## Exercise
Find how many lines in the data below include the word "Answer", then write only that number.

## Material for this exercise

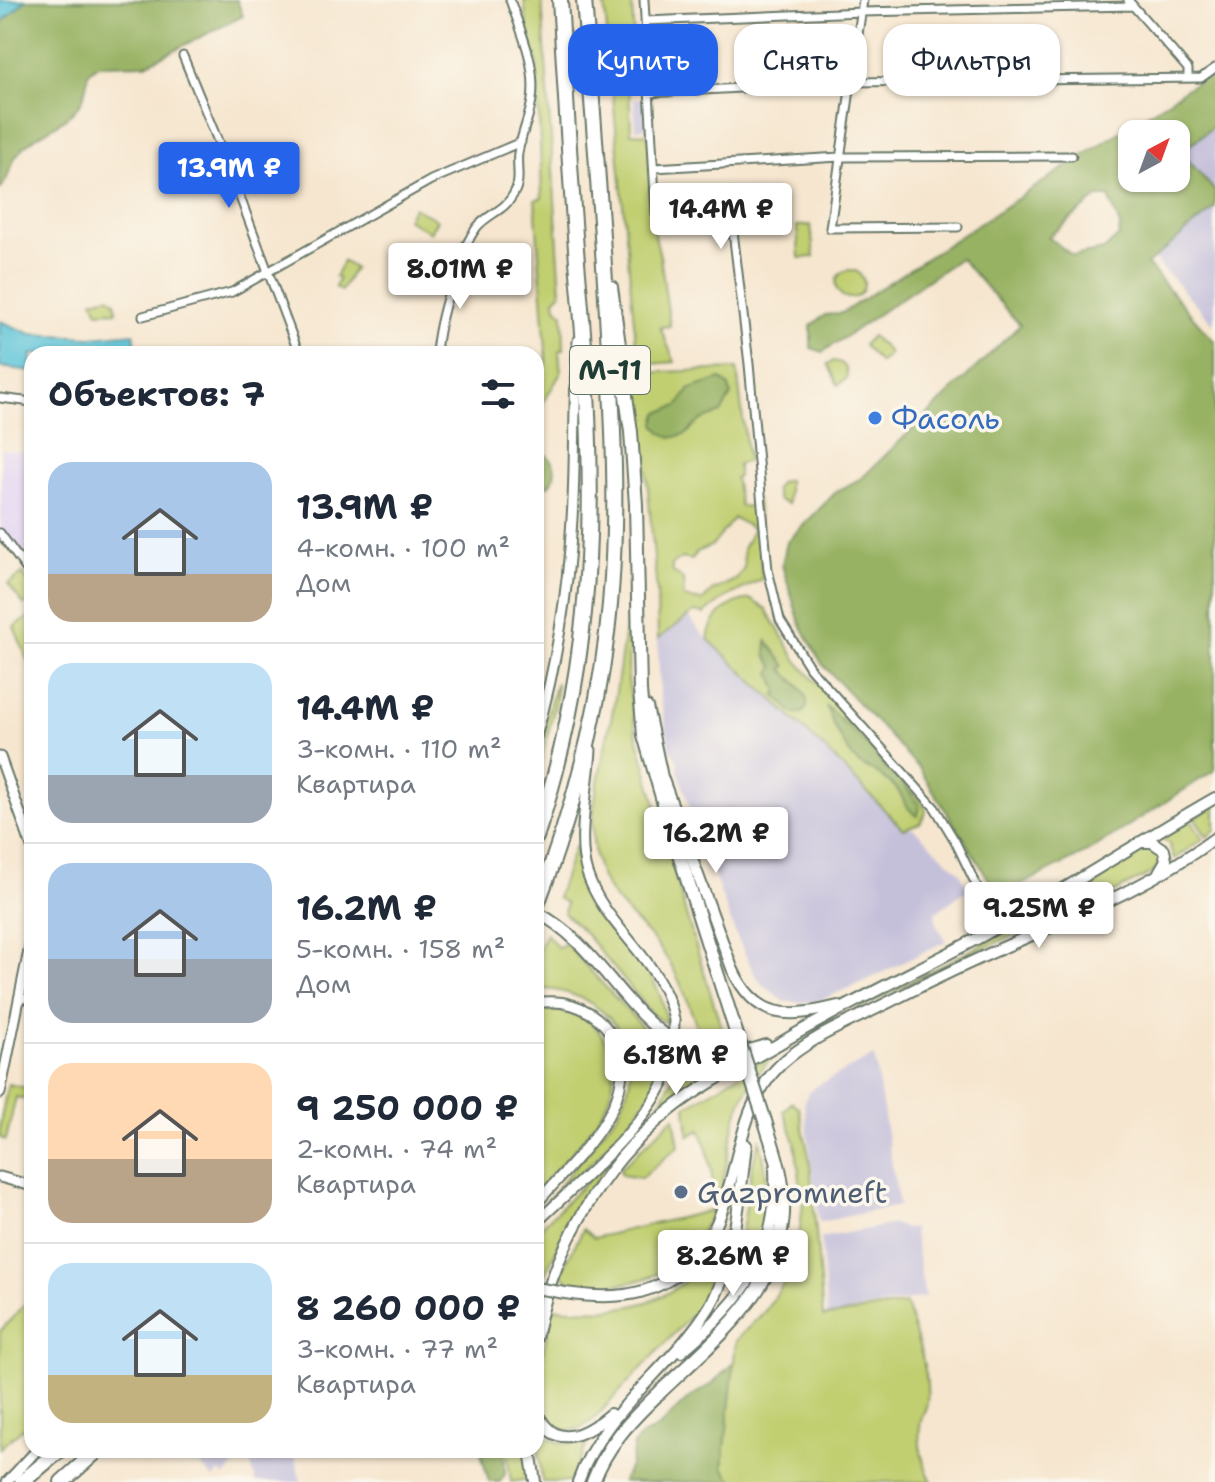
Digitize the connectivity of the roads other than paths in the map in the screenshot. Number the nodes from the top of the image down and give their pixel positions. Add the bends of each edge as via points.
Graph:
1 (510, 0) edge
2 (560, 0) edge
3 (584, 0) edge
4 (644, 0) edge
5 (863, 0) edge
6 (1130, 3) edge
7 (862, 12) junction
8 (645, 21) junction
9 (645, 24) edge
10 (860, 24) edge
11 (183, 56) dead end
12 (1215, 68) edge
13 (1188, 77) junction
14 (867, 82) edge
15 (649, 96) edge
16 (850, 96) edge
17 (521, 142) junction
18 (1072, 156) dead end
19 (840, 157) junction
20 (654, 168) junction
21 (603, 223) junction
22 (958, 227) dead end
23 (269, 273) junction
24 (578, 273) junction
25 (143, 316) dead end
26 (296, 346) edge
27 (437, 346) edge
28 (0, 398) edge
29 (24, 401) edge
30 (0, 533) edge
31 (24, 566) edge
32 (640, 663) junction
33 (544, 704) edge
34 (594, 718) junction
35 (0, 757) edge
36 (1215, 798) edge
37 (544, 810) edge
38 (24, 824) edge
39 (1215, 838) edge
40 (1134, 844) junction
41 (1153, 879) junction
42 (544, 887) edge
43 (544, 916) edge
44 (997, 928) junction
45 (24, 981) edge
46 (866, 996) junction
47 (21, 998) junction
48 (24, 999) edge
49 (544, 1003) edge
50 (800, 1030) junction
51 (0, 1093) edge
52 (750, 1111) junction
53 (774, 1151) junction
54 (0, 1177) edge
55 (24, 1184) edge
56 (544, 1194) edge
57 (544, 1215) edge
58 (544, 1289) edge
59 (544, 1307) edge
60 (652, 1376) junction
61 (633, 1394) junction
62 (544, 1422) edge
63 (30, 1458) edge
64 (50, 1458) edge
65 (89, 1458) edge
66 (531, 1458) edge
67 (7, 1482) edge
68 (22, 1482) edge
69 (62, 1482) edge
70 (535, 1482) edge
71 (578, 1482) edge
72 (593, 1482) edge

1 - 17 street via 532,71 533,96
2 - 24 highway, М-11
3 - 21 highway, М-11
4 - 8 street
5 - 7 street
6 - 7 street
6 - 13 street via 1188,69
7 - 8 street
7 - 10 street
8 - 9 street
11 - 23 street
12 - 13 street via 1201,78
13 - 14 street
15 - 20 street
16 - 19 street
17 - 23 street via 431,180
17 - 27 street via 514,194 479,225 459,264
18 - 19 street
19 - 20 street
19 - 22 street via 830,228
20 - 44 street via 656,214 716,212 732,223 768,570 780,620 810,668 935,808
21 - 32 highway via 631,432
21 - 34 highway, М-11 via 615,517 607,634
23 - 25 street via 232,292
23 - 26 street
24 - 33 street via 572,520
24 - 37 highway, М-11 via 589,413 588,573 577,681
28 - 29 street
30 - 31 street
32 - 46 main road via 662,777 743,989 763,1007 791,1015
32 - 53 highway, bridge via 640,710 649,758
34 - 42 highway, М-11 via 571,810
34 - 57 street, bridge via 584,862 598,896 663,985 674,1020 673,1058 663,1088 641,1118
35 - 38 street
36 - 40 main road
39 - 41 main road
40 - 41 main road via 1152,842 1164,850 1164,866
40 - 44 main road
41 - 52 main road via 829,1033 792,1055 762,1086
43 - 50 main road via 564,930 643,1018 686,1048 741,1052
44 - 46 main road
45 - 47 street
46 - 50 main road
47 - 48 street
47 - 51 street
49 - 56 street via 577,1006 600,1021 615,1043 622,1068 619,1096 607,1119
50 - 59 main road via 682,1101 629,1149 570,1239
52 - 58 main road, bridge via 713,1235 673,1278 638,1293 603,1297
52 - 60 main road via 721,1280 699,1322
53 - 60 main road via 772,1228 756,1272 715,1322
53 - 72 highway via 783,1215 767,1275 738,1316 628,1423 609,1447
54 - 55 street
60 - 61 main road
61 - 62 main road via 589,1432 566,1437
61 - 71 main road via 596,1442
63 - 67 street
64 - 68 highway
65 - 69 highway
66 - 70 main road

...

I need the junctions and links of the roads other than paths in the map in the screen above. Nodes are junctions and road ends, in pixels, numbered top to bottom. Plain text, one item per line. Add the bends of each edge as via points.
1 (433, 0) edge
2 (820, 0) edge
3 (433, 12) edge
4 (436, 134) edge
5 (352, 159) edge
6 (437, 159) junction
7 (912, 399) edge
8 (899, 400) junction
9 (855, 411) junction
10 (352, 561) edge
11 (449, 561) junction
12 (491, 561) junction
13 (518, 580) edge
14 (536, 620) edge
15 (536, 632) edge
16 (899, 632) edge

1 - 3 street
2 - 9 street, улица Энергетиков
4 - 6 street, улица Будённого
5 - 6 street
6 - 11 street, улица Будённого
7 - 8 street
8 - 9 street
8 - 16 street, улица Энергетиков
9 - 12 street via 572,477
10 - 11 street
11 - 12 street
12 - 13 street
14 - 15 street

---

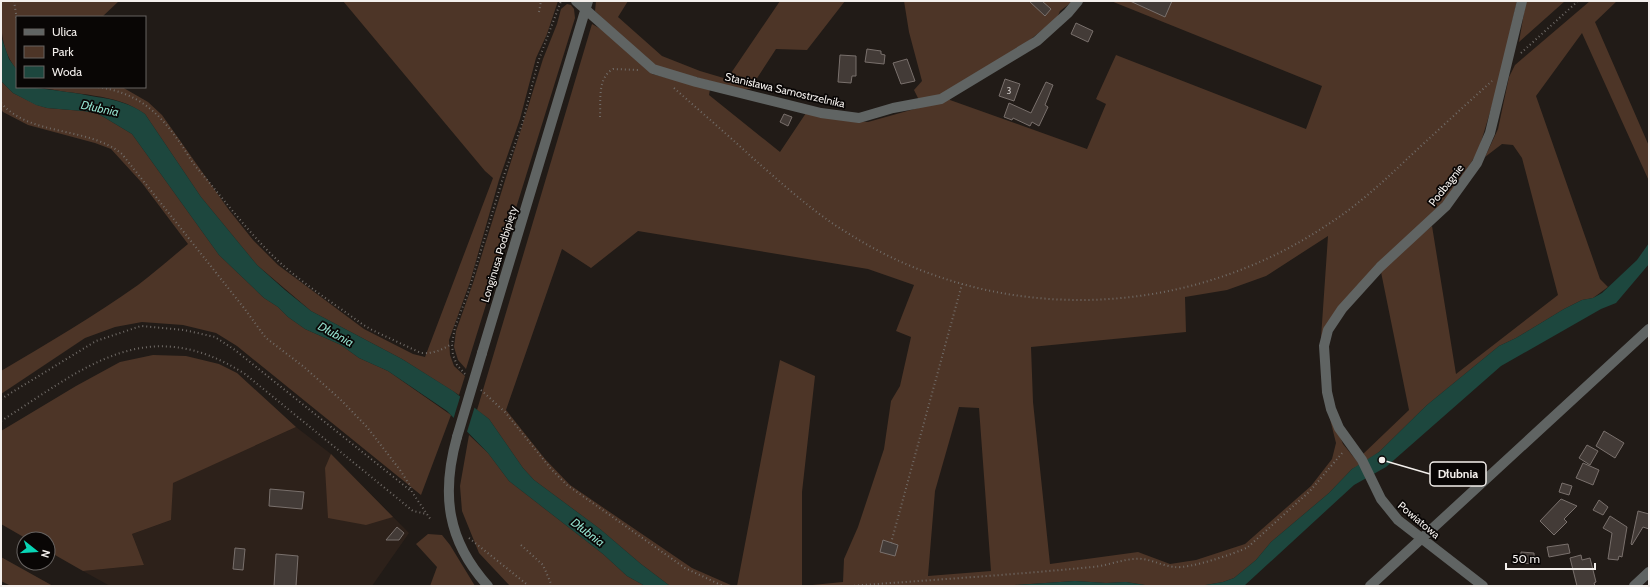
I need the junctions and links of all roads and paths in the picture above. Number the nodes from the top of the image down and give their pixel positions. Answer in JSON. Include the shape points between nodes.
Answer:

## Task result
2